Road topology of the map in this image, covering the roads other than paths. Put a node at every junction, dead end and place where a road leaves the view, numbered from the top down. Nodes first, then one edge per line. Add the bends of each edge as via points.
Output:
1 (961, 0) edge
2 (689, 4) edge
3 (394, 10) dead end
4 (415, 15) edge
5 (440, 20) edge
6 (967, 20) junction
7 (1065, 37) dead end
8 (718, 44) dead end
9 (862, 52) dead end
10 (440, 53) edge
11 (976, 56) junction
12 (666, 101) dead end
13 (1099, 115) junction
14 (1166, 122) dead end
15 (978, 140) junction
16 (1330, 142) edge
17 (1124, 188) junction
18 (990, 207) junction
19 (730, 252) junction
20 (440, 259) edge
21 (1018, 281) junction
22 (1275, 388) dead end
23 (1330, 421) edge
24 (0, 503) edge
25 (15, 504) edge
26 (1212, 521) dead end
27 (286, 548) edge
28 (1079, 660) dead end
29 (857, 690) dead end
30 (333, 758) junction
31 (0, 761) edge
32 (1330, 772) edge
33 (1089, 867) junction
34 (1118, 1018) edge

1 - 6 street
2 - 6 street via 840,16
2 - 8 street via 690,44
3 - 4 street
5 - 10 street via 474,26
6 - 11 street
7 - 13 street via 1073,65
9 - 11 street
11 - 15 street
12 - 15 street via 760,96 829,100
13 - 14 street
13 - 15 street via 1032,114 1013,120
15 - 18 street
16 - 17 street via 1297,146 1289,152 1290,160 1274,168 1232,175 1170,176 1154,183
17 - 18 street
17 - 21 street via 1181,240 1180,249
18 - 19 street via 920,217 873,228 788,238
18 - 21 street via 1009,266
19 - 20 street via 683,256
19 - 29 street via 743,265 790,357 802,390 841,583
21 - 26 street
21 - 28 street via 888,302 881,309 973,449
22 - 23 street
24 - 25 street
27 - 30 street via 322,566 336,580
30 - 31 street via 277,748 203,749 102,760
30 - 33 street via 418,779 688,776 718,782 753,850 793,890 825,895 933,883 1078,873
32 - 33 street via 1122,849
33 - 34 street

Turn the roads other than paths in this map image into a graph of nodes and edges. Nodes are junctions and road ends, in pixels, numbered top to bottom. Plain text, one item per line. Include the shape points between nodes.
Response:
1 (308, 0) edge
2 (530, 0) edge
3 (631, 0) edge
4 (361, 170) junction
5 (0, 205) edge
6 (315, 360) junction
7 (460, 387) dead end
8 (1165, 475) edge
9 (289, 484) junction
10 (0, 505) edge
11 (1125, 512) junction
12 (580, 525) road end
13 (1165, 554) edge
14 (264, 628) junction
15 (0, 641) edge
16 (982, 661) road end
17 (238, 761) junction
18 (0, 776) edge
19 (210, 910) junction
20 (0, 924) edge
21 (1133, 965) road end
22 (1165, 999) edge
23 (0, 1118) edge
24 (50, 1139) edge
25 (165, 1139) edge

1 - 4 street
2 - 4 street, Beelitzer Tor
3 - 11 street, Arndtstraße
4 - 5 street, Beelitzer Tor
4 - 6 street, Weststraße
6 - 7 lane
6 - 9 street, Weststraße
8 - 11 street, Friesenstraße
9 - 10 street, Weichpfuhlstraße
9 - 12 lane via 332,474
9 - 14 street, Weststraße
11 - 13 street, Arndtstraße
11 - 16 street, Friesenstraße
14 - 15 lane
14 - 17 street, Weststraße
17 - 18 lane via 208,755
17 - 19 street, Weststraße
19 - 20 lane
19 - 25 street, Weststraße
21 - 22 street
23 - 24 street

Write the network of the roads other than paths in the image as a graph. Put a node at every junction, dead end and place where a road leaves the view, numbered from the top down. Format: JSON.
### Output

--

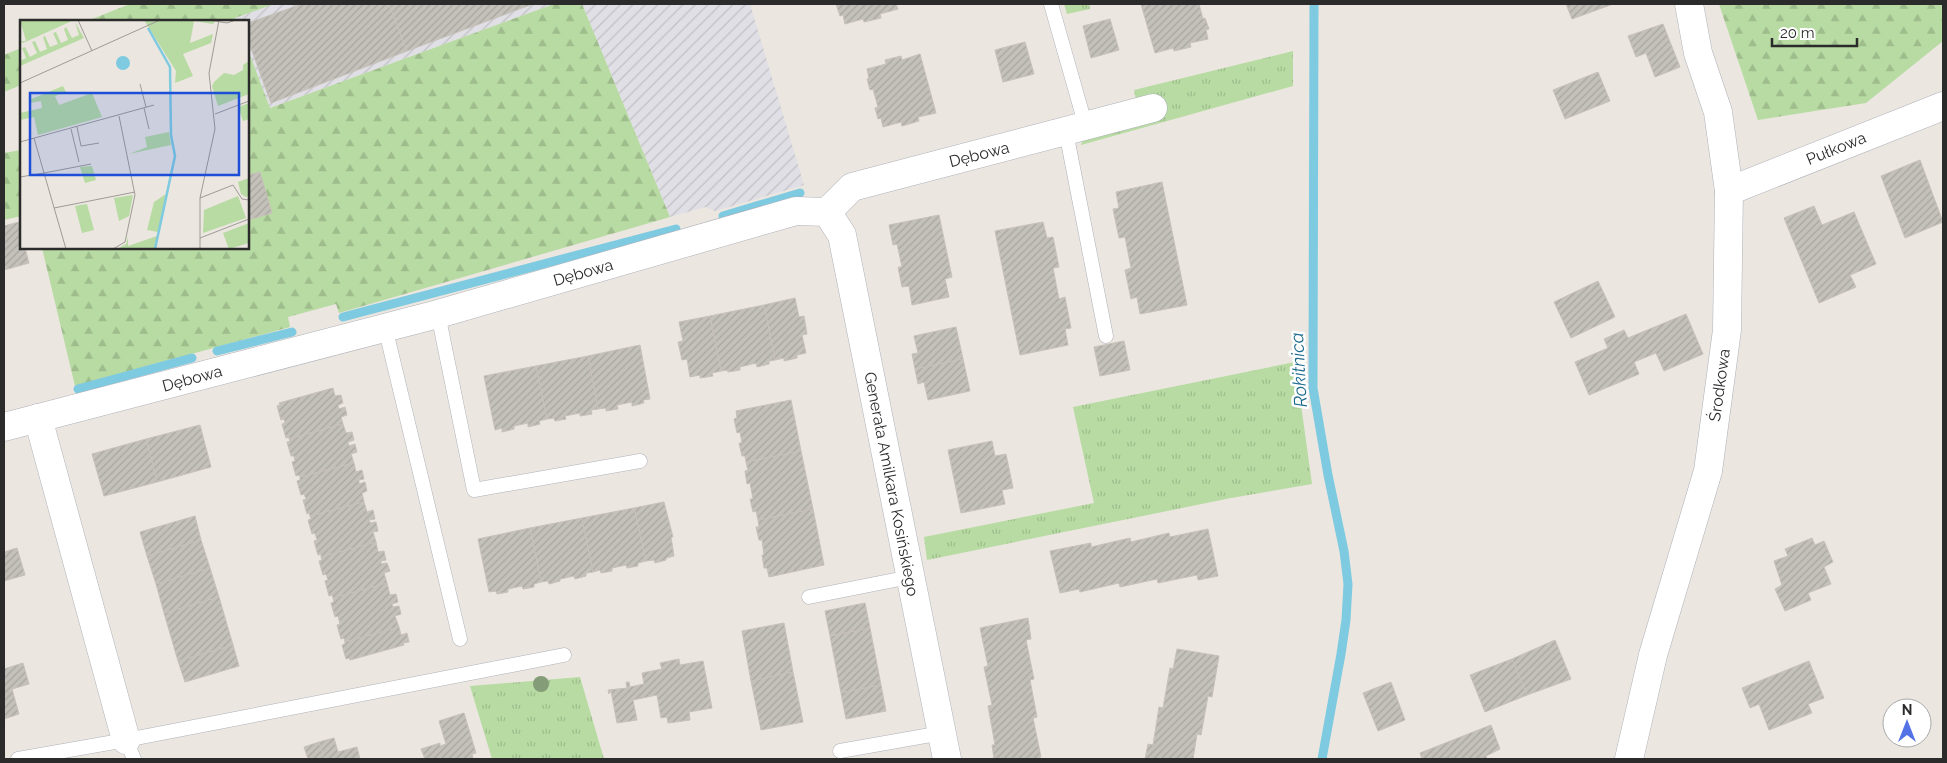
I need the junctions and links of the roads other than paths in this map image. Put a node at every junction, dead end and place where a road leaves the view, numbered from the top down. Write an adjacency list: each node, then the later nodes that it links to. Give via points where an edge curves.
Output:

--

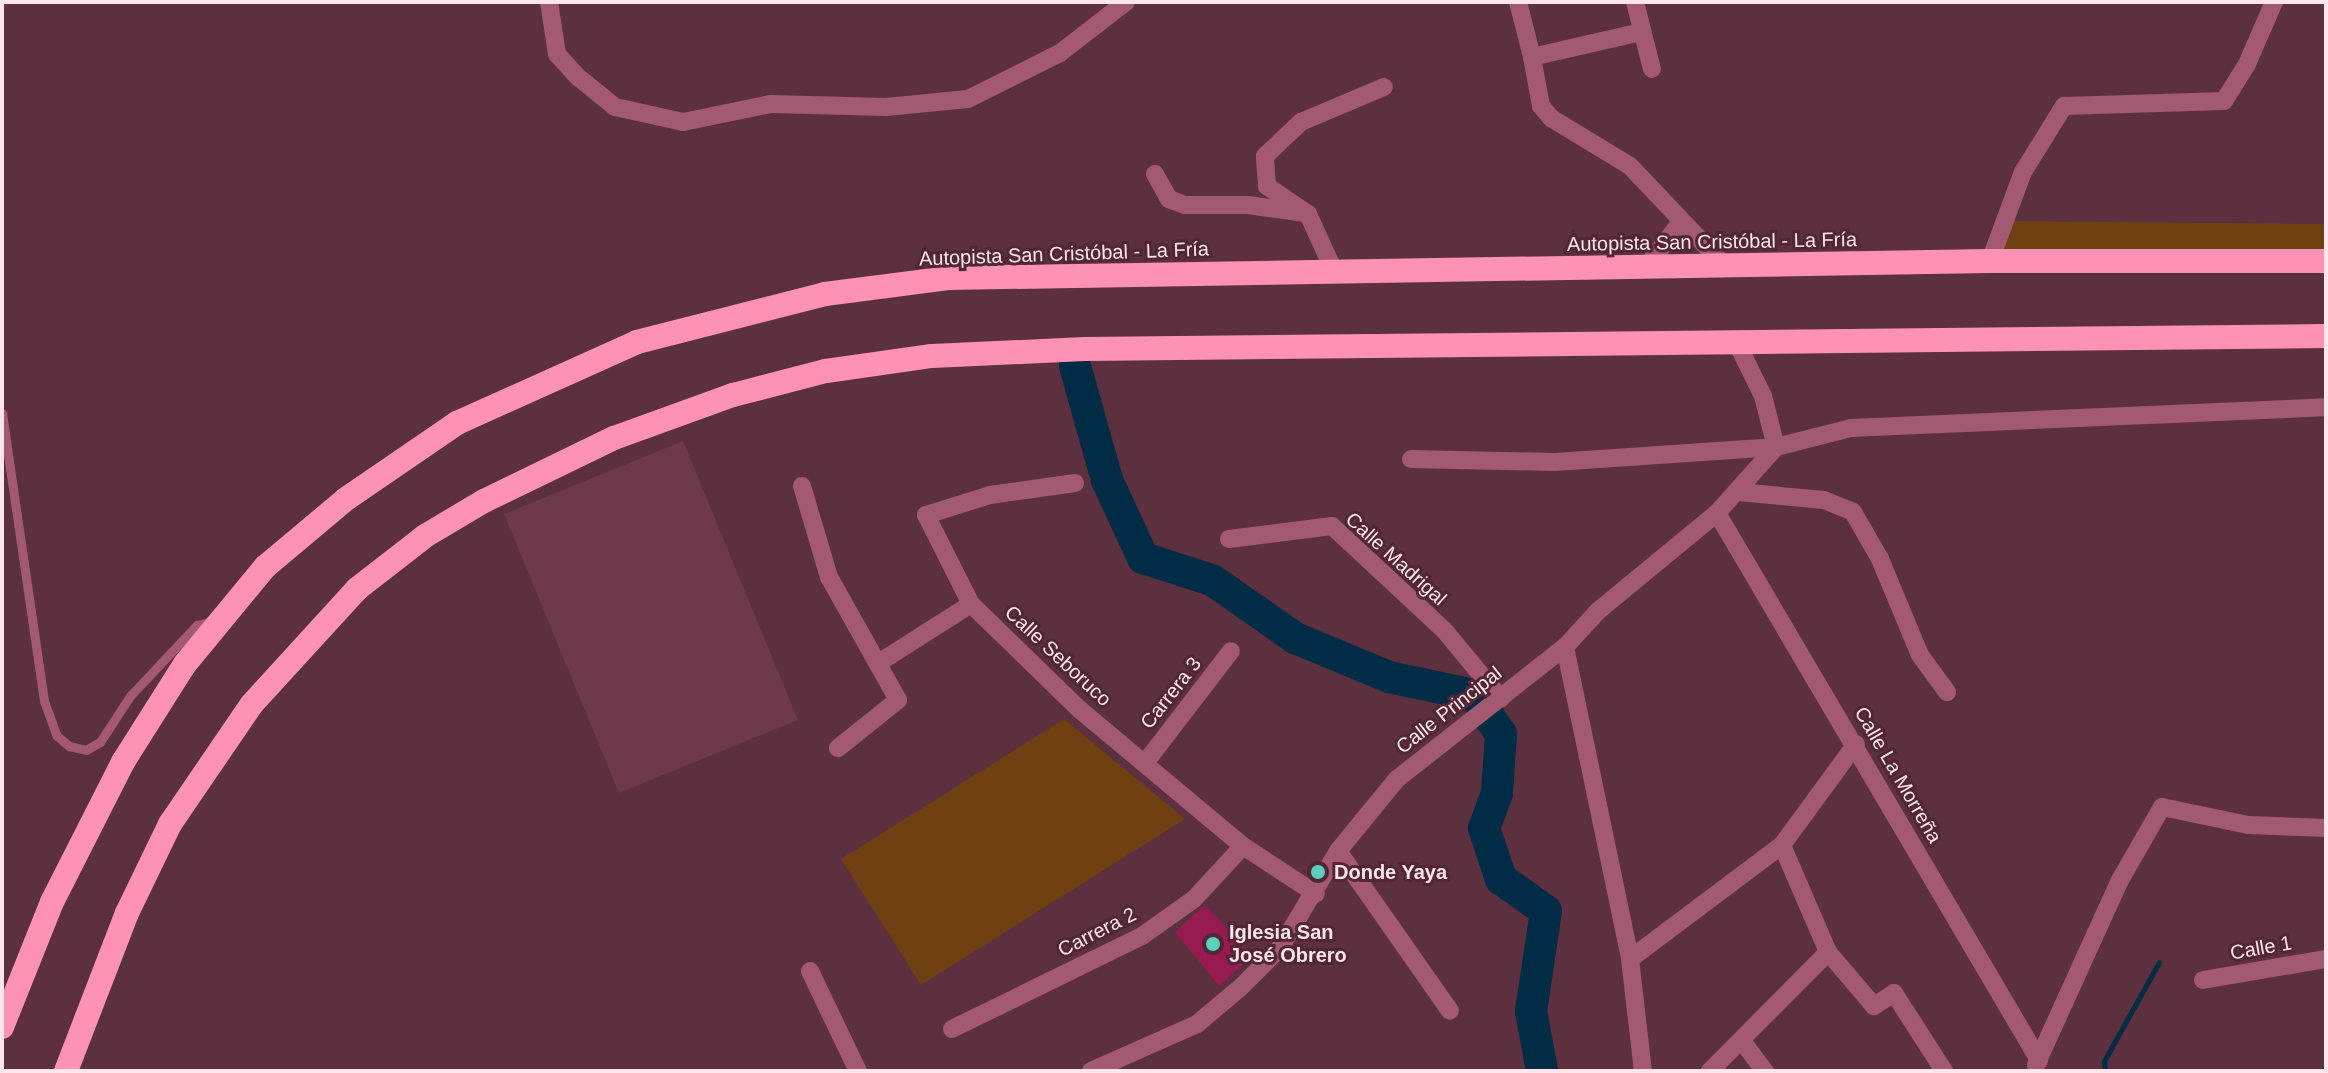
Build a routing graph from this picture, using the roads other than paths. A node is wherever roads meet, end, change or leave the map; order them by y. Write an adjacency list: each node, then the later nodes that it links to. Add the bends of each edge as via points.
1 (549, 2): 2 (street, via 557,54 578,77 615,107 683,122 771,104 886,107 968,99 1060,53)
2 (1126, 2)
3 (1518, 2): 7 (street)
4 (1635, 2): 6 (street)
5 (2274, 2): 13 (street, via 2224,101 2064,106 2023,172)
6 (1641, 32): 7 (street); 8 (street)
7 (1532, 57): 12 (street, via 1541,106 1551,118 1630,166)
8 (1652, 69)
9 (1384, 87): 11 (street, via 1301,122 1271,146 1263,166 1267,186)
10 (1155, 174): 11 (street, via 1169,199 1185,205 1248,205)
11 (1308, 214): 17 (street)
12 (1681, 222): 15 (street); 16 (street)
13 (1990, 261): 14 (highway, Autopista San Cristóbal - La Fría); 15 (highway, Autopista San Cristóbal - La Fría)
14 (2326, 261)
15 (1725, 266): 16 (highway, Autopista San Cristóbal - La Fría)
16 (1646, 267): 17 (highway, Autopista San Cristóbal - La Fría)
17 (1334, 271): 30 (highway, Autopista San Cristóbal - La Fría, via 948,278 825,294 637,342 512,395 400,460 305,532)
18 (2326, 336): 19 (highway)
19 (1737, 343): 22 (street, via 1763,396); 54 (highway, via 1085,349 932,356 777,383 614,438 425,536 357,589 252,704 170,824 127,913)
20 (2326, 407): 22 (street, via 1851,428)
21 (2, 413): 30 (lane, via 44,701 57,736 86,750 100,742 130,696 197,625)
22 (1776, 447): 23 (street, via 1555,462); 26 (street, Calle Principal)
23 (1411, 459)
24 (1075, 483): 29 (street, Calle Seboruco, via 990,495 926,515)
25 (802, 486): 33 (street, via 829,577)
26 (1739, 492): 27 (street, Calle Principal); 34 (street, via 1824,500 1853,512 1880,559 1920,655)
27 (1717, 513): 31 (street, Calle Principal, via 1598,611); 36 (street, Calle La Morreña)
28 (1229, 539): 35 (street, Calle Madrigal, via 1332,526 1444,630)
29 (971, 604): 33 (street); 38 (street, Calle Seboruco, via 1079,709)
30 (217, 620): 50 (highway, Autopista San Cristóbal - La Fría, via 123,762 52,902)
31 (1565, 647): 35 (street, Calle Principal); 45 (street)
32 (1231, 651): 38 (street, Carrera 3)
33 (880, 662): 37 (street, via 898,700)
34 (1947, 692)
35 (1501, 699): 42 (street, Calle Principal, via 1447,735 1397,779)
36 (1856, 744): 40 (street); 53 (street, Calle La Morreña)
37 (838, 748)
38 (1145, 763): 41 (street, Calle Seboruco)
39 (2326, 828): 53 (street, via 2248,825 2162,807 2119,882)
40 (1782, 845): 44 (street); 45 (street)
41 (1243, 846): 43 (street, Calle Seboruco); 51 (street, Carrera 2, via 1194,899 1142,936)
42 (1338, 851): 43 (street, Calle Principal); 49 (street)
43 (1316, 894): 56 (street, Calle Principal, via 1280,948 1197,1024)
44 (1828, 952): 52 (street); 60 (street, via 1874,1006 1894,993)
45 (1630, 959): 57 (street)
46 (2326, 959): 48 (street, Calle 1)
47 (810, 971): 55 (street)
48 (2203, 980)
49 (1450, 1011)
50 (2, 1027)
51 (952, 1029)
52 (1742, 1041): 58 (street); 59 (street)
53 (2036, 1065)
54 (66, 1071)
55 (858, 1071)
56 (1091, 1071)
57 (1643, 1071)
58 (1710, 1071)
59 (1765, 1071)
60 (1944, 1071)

• [Directions for this task] I need every line of the data that has the word "leaves"; please list them.

• [Your response]
Road topology of the map in this image, covering the roads other than paths. Put a node at every junction, dead end and place where a road leaves the view, numbered from the top down. Nodes first, then one edge per line. Add the bends of each edge as via points.
Write the network of the roads other than paths in the image as a graph. Put a node at every junction, dead end and place where a road leaves the view, numbered from the top down. Format: JSON.
I need the junctions and links of the roads other than paths in this map image. Put a node at every junction, dead end and place where a road leaves the view, numbered from the top down. Write an adjacency list: each node, then the later nodes that it links to. Give via points where an edge curves.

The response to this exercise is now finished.